## AIM OF THE TASK
Apart from the pictures, please restate every entry below exactly.

## THE INPUT
━━━

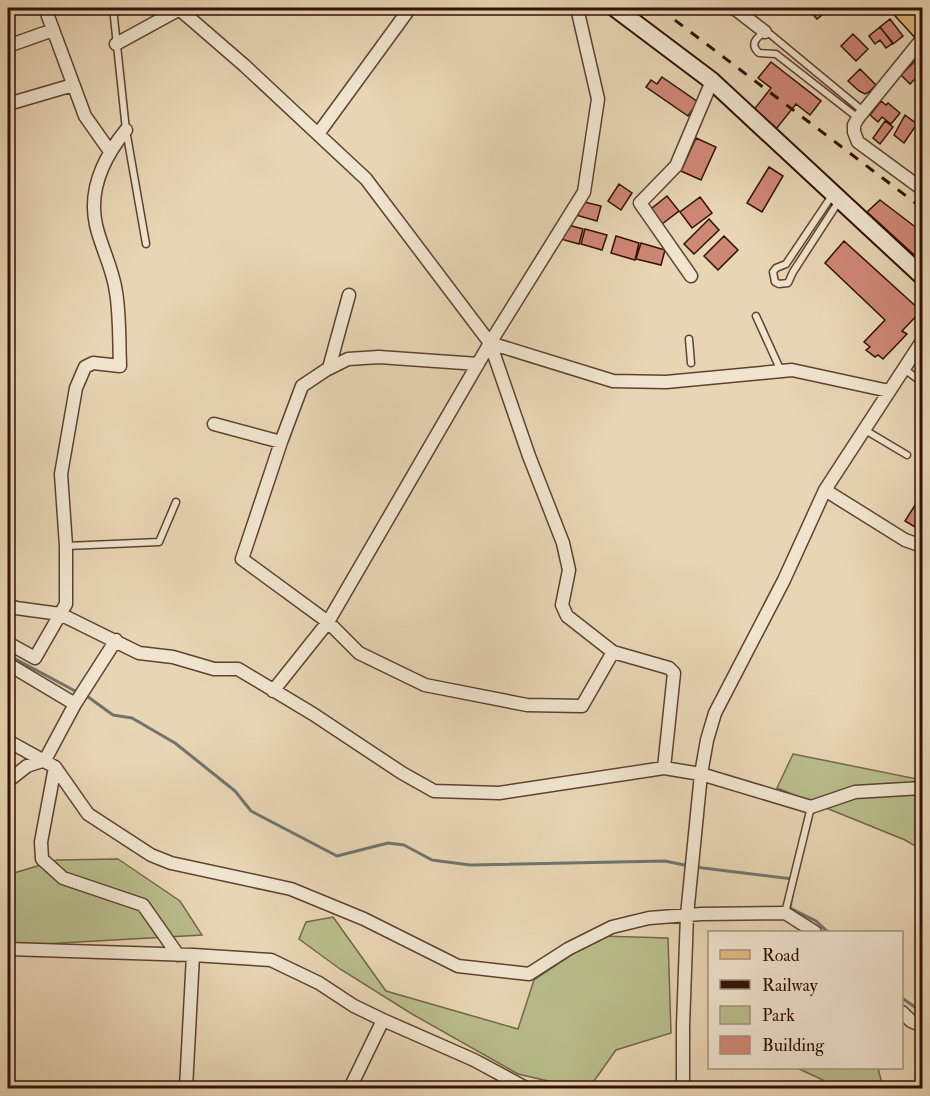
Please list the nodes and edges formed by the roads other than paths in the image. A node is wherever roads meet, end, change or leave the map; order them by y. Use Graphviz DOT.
graph roads {
  1 [pos="45,8"];
  2 [pos="112,8"];
  3 [pos="179,8"];
  4 [pos="410,8"];
  5 [pos="577,8"];
  6 [pos="615,8"];
  7 [pos="734,8"];
  8 [pos="901,8"];
  9 [pos="53,30"];
  10 [pos="922,31"];
  11 [pos="765,32"];
  12 [pos="922,39"];
  13 [pos="116,44"];
  14 [pos="8,46"];
  15 [pos="712,81"];
  16 [pos="73,85"];
  17 [pos="8,104"];
  18 [pos="860,115"];
  19 [pos="126,130"];
  20 [pos="318,134"];
  21 [pos="110,150"];
  22 [pos="922,189"];
  23 [pos="836,197"];
  24 [pos="146,244"];
  25 [pos="691,276"];
  26 [pos="922,276"];
  27 [pos="349,295"];
  28 [pos="756,316"];
  29 [pos="689,339"];
  30 [pos="922,341"];
  31 [pos="490,344"];
  32 [pos="691,363"];
  33 [pos="478,364"];
  34 [pos="329,368"];
  35 [pos="904,369"];
  36 [pos="781,371"];
  37 [pos="922,382"];
  38 [pos="890,391"];
  39 [pos="214,424"];
  40 [pos="865,430"];
  41 [pos="281,442"];
  42 [pos="908,455"];
  43 [pos="825,490"];
  44 [pos="176,502"];
  45 [pos="66,546"];
  46 [pos="922,546"];
  47 [pos="8,604"];
  48 [pos="60,614"];
  49 [pos="328,622"];
  50 [pos="116,640"];
  51 [pos="8,643"];
  52 [pos="613,652"];
  53 [pos="8,664"];
  54 [pos="273,691"];
  55 [pos="75,704"];
  56 [pos="8,741"];
  57 [pos="50,764"];
  58 [pos="664,768"];
  59 [pos="701,774"];
  60 [pos="8,781"];
  61 [pos="922,788"];
  62 [pos="811,807"];
  63 [pos="785,913"];
  64 [pos="687,915"];
  65 [pos="812,931"];
  66 [pos="8,949"];
  67 [pos="178,955"];
  68 [pos="193,955"];
  69 [pos="903,1013"];
  70 [pos="382,1020"];
  71 [pos="922,1026"];
  72 [pos="186,1089"];
  73 [pos="350,1089"];
  74 [pos="526,1089"];
  75 [pos="683,1089"];
  1 -- 9 [label="street"];
  2 -- 13 [label="lane"];
  3 -- 13 [label="street"];
  3 -- 20 [label="street"];
  4 -- 20 [label="street"];
  5 -- 31 [label="street"];
  6 -- 15 [label="street"];
  7 -- 11 [label="street"];
  8 -- 10 [label="main road"];
  9 -- 14 [label="street"];
  9 -- 16 [label="street"];
  11 -- 18 [label="lane"];
  11 -- 18 [label="lane"];
  12 -- 18 [label="street"];
  13 -- 19 [label="lane"];
  15 -- 23 [label="street"];
  15 -- 25 [label="street"];
  16 -- 17 [label="street"];
  16 -- 21 [label="street"];
  18 -- 22 [label="street"];
  19 -- 21 [label="street"];
  19 -- 24 [label="lane"];
  20 -- 31 [label="street"];
  21 -- 45 [label="street"];
  23 -- 23 [label="lane"];
  23 -- 26 [label="street"];
  27 -- 34 [label="street"];
  28 -- 36 [label="lane"];
  29 -- 32 [label="lane"];
  30 -- 35 [label="street"];
  31 -- 33 [label="street"];
  31 -- 36 [label="street"];
  31 -- 52 [label="street"];
  33 -- 34 [label="street"];
  33 -- 49 [label="street"];
  34 -- 41 [label="street"];
  35 -- 37 [label="lane"];
  35 -- 38 [label="street"];
  36 -- 38 [label="street"];
  38 -- 40 [label="street"];
  39 -- 41 [label="street"];
  40 -- 42 [label="lane"];
  40 -- 43 [label="street"];
  41 -- 49 [label="street"];
  43 -- 46 [label="street"];
  43 -- 59 [label="street"];
  44 -- 45 [label="lane"];
  45 -- 48 [label="street"];
  47 -- 48 [label="street"];
  48 -- 50 [label="street"];
  48 -- 51 [label="street"];
  49 -- 52 [label="street"];
  49 -- 54 [label="street"];
  50 -- 54 [label="street"];
  50 -- 55 [label="street"];
  52 -- 58 [label="street"];
  53 -- 55 [label="street"];
  54 -- 58 [label="street"];
  55 -- 57 [label="street"];
  56 -- 57 [label="street"];
  57 -- 60 [label="street"];
  57 -- 64 [label="street"];
  57 -- 67 [label="street"];
  58 -- 59 [label="street"];
  59 -- 62 [label="street"];
  59 -- 64 [label="street"];
  61 -- 62 [label="street"];
  62 -- 63 [label="lane"];
  63 -- 64 [label="street"];
  63 -- 65 [label="street"];
  64 -- 75 [label="street"];
  66 -- 67 [label="street"];
  67 -- 68 [label="street"];
  68 -- 70 [label="street"];
  68 -- 72 [label="street"];
  69 -- 71 [label="street"];
  70 -- 73 [label="street"];
  70 -- 74 [label="street"];
}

━━━

## TASK OUTPUT
Please list the nodes and edges formed by the roads other than paths in the image. A node is wherever roads meet, end, change or leave the map; order them by y. Use Graphviz DOT.
graph roads {
  1 [pos="45,8"];
  2 [pos="112,8"];
  3 [pos="179,8"];
  4 [pos="410,8"];
  5 [pos="577,8"];
  6 [pos="615,8"];
  7 [pos="734,8"];
  8 [pos="901,8"];
  9 [pos="53,30"];
  10 [pos="922,31"];
  11 [pos="765,32"];
  12 [pos="922,39"];
  13 [pos="116,44"];
  14 [pos="8,46"];
  15 [pos="712,81"];
  16 [pos="73,85"];
  17 [pos="8,104"];
  18 [pos="860,115"];
  19 [pos="126,130"];
  20 [pos="318,134"];
  21 [pos="110,150"];
  22 [pos="922,189"];
  23 [pos="836,197"];
  24 [pos="146,244"];
  25 [pos="691,276"];
  26 [pos="922,276"];
  27 [pos="349,295"];
  28 [pos="756,316"];
  29 [pos="689,339"];
  30 [pos="922,341"];
  31 [pos="490,344"];
  32 [pos="691,363"];
  33 [pos="478,364"];
  34 [pos="329,368"];
  35 [pos="904,369"];
  36 [pos="781,371"];
  37 [pos="922,382"];
  38 [pos="890,391"];
  39 [pos="214,424"];
  40 [pos="865,430"];
  41 [pos="281,442"];
  42 [pos="908,455"];
  43 [pos="825,490"];
  44 [pos="176,502"];
  45 [pos="66,546"];
  46 [pos="922,546"];
  47 [pos="8,604"];
  48 [pos="60,614"];
  49 [pos="328,622"];
  50 [pos="116,640"];
  51 [pos="8,643"];
  52 [pos="613,652"];
  53 [pos="8,664"];
  54 [pos="273,691"];
  55 [pos="75,704"];
  56 [pos="8,741"];
  57 [pos="50,764"];
  58 [pos="664,768"];
  59 [pos="701,774"];
  60 [pos="8,781"];
  61 [pos="922,788"];
  62 [pos="811,807"];
  63 [pos="785,913"];
  64 [pos="687,915"];
  65 [pos="812,931"];
  66 [pos="8,949"];
  67 [pos="178,955"];
  68 [pos="193,955"];
  69 [pos="903,1013"];
  70 [pos="382,1020"];
  71 [pos="922,1026"];
  72 [pos="186,1089"];
  73 [pos="350,1089"];
  74 [pos="526,1089"];
  75 [pos="683,1089"];
  1 -- 9 [label="street"];
  2 -- 13 [label="lane"];
  3 -- 13 [label="street"];
  3 -- 20 [label="street"];
  4 -- 20 [label="street"];
  5 -- 31 [label="street"];
  6 -- 15 [label="street"];
  7 -- 11 [label="street"];
  8 -- 10 [label="main road"];
  9 -- 14 [label="street"];
  9 -- 16 [label="street"];
  11 -- 18 [label="lane"];
  11 -- 18 [label="lane"];
  12 -- 18 [label="street"];
  13 -- 19 [label="lane"];
  15 -- 23 [label="street"];
  15 -- 25 [label="street"];
  16 -- 17 [label="street"];
  16 -- 21 [label="street"];
  18 -- 22 [label="street"];
  19 -- 21 [label="street"];
  19 -- 24 [label="lane"];
  20 -- 31 [label="street"];
  21 -- 45 [label="street"];
  23 -- 23 [label="lane"];
  23 -- 26 [label="street"];
  27 -- 34 [label="street"];
  28 -- 36 [label="lane"];
  29 -- 32 [label="lane"];
  30 -- 35 [label="street"];
  31 -- 33 [label="street"];
  31 -- 36 [label="street"];
  31 -- 52 [label="street"];
  33 -- 34 [label="street"];
  33 -- 49 [label="street"];
  34 -- 41 [label="street"];
  35 -- 37 [label="lane"];
  35 -- 38 [label="street"];
  36 -- 38 [label="street"];
  38 -- 40 [label="street"];
  39 -- 41 [label="street"];
  40 -- 42 [label="lane"];
  40 -- 43 [label="street"];
  41 -- 49 [label="street"];
  43 -- 46 [label="street"];
  43 -- 59 [label="street"];
  44 -- 45 [label="lane"];
  45 -- 48 [label="street"];
  47 -- 48 [label="street"];
  48 -- 50 [label="street"];
  48 -- 51 [label="street"];
  49 -- 52 [label="street"];
  49 -- 54 [label="street"];
  50 -- 54 [label="street"];
  50 -- 55 [label="street"];
  52 -- 58 [label="street"];
  53 -- 55 [label="street"];
  54 -- 58 [label="street"];
  55 -- 57 [label="street"];
  56 -- 57 [label="street"];
  57 -- 60 [label="street"];
  57 -- 64 [label="street"];
  57 -- 67 [label="street"];
  58 -- 59 [label="street"];
  59 -- 62 [label="street"];
  59 -- 64 [label="street"];
  61 -- 62 [label="street"];
  62 -- 63 [label="lane"];
  63 -- 64 [label="street"];
  63 -- 65 [label="street"];
  64 -- 75 [label="street"];
  66 -- 67 [label="street"];
  67 -- 68 [label="street"];
  68 -- 70 [label="street"];
  68 -- 72 [label="street"];
  69 -- 71 [label="street"];
  70 -- 73 [label="street"];
  70 -- 74 [label="street"];
}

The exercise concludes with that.